◆ Work request ◆
Images do not belong in the copy. Set down all the entries exactly.

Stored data
----
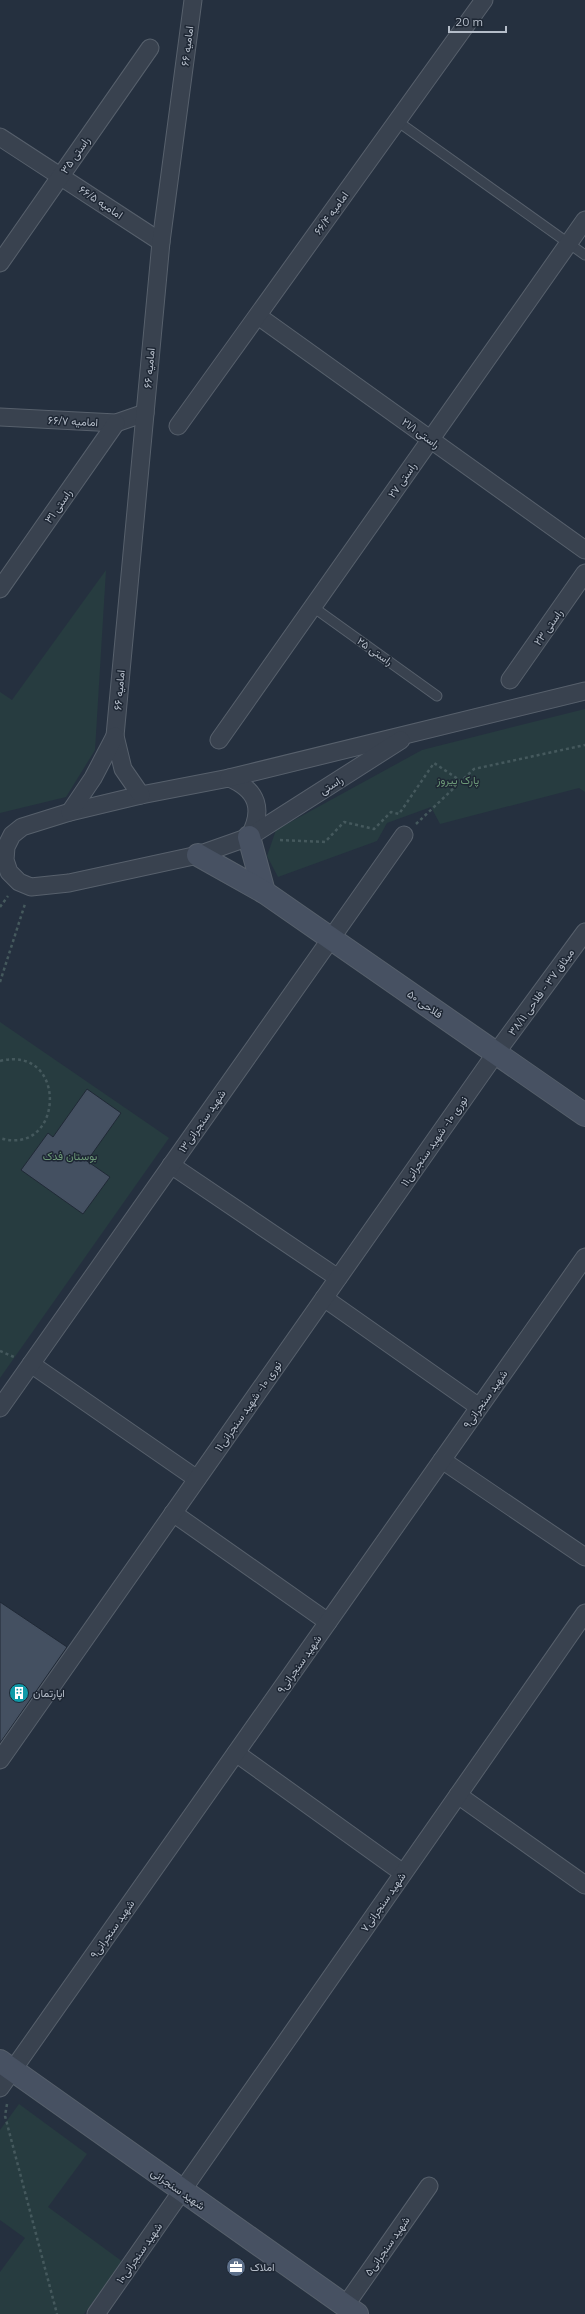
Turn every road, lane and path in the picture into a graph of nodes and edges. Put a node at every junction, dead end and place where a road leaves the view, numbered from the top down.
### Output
1 (193, 0) edge
2 (484, 0) edge
3 (150, 48) dead end
4 (397, 121) junction
5 (0, 137) edge
6 (61, 175) junction
7 (585, 220) edge
8 (161, 242) junction
9 (568, 244) junction
10 (585, 256) edge
11 (0, 263) edge
12 (258, 316) junction
13 (145, 414) junction
14 (0, 417) edge
15 (116, 423) junction
16 (178, 426) dead end
17 (431, 439) junction
18 (585, 550) edge
19 (585, 573) edge
20 (0, 590) edge
21 (312, 607) junction
22 (510, 680) dead end
23 (585, 690) edge
24 (437, 696) dead end
25 (413, 732) junction
26 (115, 736) junction
27 (219, 740) dead end
28 (585, 745) edge
29 (230, 778) junction
30 (461, 781) junction
31 (141, 795) junction
32 (70, 812) junction
33 (22, 827) junction
34 (0, 832) edge
35 (404, 835) joint
36 (249, 837) junction
37 (198, 855) junction
38 (0, 878) edge
39 (25, 884) junction
40 (264, 892) junction
41 (585, 932) edge
42 (331, 938) junction
43 (0, 982) edge
44 (496, 1053) junction
45 (0, 1061) edge
46 (585, 1115) edge
47 (0, 1138) edge
48 (171, 1165) junction
49 (585, 1257) edge
50 (338, 1278) junction
51 (324, 1298) junction
52 (31, 1364) junction
53 (479, 1407) junction
54 (0, 1408) edge
55 (442, 1460) junction
56 (197, 1479) junction
57 (173, 1513) junction
58 (585, 1557) edge
59 (585, 1613) edge
60 (328, 1622) junction
61 (236, 1753) junction
62 (0, 1760) edge
63 (458, 1795) junction
64 (403, 1873) junction
65 (585, 1885) edge
66 (6, 2066) edge
67 (4, 2095) edge
68 (429, 2186) dead end
69 (181, 2192) junction
70 (351, 2310) edge
71 (57, 2314) edge
72 (96, 2314) edge

1 - 8 street, امامیه ۶۶
2 - 4 street, امامیه ۶۶/۴
3 - 6 street, راستی ۳۵
4 - 9 lane
4 - 12 street, امامیه ۶۶/۴
5 - 6 street, امامیه ۶۶/۵
6 - 8 street, امامیه ۶۶/۵
6 - 11 street, راستی ۳۵
7 - 9 street, راستی ۲۷
8 - 13 street, امامیه ۶۶
9 - 10 lane
9 - 17 street, راستی ۲۷
12 - 16 street, امامیه ۶۶/۴
12 - 17 street, راستی ۲۱/۱
13 - 15 street, امامیه ۶۶/۷
13 - 26 street, امامیه ۶۶
14 - 15 street, امامیه ۶۶/۷
15 - 20 street, راستی ۳۱
17 - 18 street, راستی ۲۱/۱
17 - 21 street, راستی ۲۷
19 - 22 street, راستی ۲۳
21 - 24 lane, راستی ۲۵
21 - 27 street, راستی ۲۷
23 - 25 street, راستی
25 - 29 street, راستی
25 - 36 street, راستی
26 - 31 street
26 - 32 street
28 - 30 path
29 - 31 street, راستی
29 - 36 street
30 - 35 path
30 - 36 path
31 - 32 street, راستی
32 - 33 street, راستی
33 - 34 street
33 - 39 street
35 - 42 street, شهید سنجرانی۱۳
36 - 37 street, راستی
36 - 40 street
37 - 39 street, راستی
37 - 40 street, فلاحی ۵۰
38 - 39 street
39 - 43 path
40 - 42 street, فلاحی ۵۰
41 - 44 street, میثاق ۳۷ - فلاحی ۳۸/۱۱
42 - 44 street, فلاحی ۵۰
42 - 48 street, شهید سنجرانی۱۳
44 - 46 street, فلاحی ۵۰
44 - 50 street, نوری ۱۰- شهید سنجرانی۱۱
45 - 47 path
48 - 50 street
48 - 52 street, شهید سنجرانی۱۳
49 - 53 street, شهید سنجرانی۹
50 - 51 street, نوری ۱۰- شهید سنجرانی۱۱
51 - 53 street
51 - 56 street, نوری ۱۰- شهید سنجرانی۱۱
52 - 54 street, شهید سنجرانی۱۳
52 - 56 street
53 - 55 street, شهید سنجرانی۹
55 - 58 street
55 - 60 street, شهید سنجرانی۹
56 - 57 street, نوری ۱۰- شهید سنجرانی۱۱
57 - 60 street
57 - 62 street, نوری ۱۰- شهید سنجرانی۱۱
59 - 63 street, شهید سنجرانی۷
60 - 61 street, شهید سنجرانی۹
61 - 64 street
61 - 66 street, شهید سنجرانی۹
63 - 64 street, شهید سنجرانی۷
63 - 65 street
64 - 69 street, شهید سنجرانی۷
66 - 67 street, شهید سنجرانی۹
66 - 69 street, شهید سنجرانی
67 - 71 path
68 - 70 street, شهید سنجرانی۵
69 - 70 street, شهید سنجرانی
69 - 72 street, شهید سنجرانی۱۰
----
◆ Task response ◆
Turn every road, lane and path in the picture into a graph of nodes and edges. Put a node at every junction, dead end and place where a road leaves the view, numbered from the top down.
### Output
1 (193, 0) edge
2 (484, 0) edge
3 (150, 48) dead end
4 (397, 121) junction
5 (0, 137) edge
6 (61, 175) junction
7 (585, 220) edge
8 (161, 242) junction
9 (568, 244) junction
10 (585, 256) edge
11 (0, 263) edge
12 (258, 316) junction
13 (145, 414) junction
14 (0, 417) edge
15 (116, 423) junction
16 (178, 426) dead end
17 (431, 439) junction
18 (585, 550) edge
19 (585, 573) edge
20 (0, 590) edge
21 (312, 607) junction
22 (510, 680) dead end
23 (585, 690) edge
24 (437, 696) dead end
25 (413, 732) junction
26 (115, 736) junction
27 (219, 740) dead end
28 (585, 745) edge
29 (230, 778) junction
30 (461, 781) junction
31 (141, 795) junction
32 (70, 812) junction
33 (22, 827) junction
34 (0, 832) edge
35 (404, 835) joint
36 (249, 837) junction
37 (198, 855) junction
38 (0, 878) edge
39 (25, 884) junction
40 (264, 892) junction
41 (585, 932) edge
42 (331, 938) junction
43 (0, 982) edge
44 (496, 1053) junction
45 (0, 1061) edge
46 (585, 1115) edge
47 (0, 1138) edge
48 (171, 1165) junction
49 (585, 1257) edge
50 (338, 1278) junction
51 (324, 1298) junction
52 (31, 1364) junction
53 (479, 1407) junction
54 (0, 1408) edge
55 (442, 1460) junction
56 (197, 1479) junction
57 (173, 1513) junction
58 (585, 1557) edge
59 (585, 1613) edge
60 (328, 1622) junction
61 (236, 1753) junction
62 (0, 1760) edge
63 (458, 1795) junction
64 (403, 1873) junction
65 (585, 1885) edge
66 (6, 2066) edge
67 (4, 2095) edge
68 (429, 2186) dead end
69 (181, 2192) junction
70 (351, 2310) edge
71 (57, 2314) edge
72 (96, 2314) edge

1 - 8 street, امامیه ۶۶
2 - 4 street, امامیه ۶۶/۴
3 - 6 street, راستی ۳۵
4 - 9 lane
4 - 12 street, امامیه ۶۶/۴
5 - 6 street, امامیه ۶۶/۵
6 - 8 street, امامیه ۶۶/۵
6 - 11 street, راستی ۳۵
7 - 9 street, راستی ۲۷
8 - 13 street, امامیه ۶۶
9 - 10 lane
9 - 17 street, راستی ۲۷
12 - 16 street, امامیه ۶۶/۴
12 - 17 street, راستی ۲۱/۱
13 - 15 street, امامیه ۶۶/۷
13 - 26 street, امامیه ۶۶
14 - 15 street, امامیه ۶۶/۷
15 - 20 street, راستی ۳۱
17 - 18 street, راستی ۲۱/۱
17 - 21 street, راستی ۲۷
19 - 22 street, راستی ۲۳
21 - 24 lane, راستی ۲۵
21 - 27 street, راستی ۲۷
23 - 25 street, راستی
25 - 29 street, راستی
25 - 36 street, راستی
26 - 31 street
26 - 32 street
28 - 30 path
29 - 31 street, راستی
29 - 36 street
30 - 35 path
30 - 36 path
31 - 32 street, راستی
32 - 33 street, راستی
33 - 34 street
33 - 39 street
35 - 42 street, شهید سنجرانی۱۳
36 - 37 street, راستی
36 - 40 street
37 - 39 street, راستی
37 - 40 street, فلاحی ۵۰
38 - 39 street
39 - 43 path
40 - 42 street, فلاحی ۵۰
41 - 44 street, میثاق ۳۷ - فلاحی ۳۸/۱۱
42 - 44 street, فلاحی ۵۰
42 - 48 street, شهید سنجرانی۱۳
44 - 46 street, فلاحی ۵۰
44 - 50 street, نوری ۱۰- شهید سنجرانی۱۱
45 - 47 path
48 - 50 street
48 - 52 street, شهید سنجرانی۱۳
49 - 53 street, شهید سنجرانی۹
50 - 51 street, نوری ۱۰- شهید سنجرانی۱۱
51 - 53 street
51 - 56 street, نوری ۱۰- شهید سنجرانی۱۱
52 - 54 street, شهید سنجرانی۱۳
52 - 56 street
53 - 55 street, شهید سنجرانی۹
55 - 58 street
55 - 60 street, شهید سنجرانی۹
56 - 57 street, نوری ۱۰- شهید سنجرانی۱۱
57 - 60 street
57 - 62 street, نوری ۱۰- شهید سنجرانی۱۱
59 - 63 street, شهید سنجرانی۷
60 - 61 street, شهید سنجرانی۹
61 - 64 street
61 - 66 street, شهید سنجرانی۹
63 - 64 street, شهید سنجرانی۷
63 - 65 street
64 - 69 street, شهید سنجرانی۷
66 - 67 street, شهید سنجرانی۹
66 - 69 street, شهید سنجرانی
67 - 71 path
68 - 70 street, شهید سنجرانی۵
69 - 70 street, شهید سنجرانی
69 - 72 street, شهید سنجرانی۱۰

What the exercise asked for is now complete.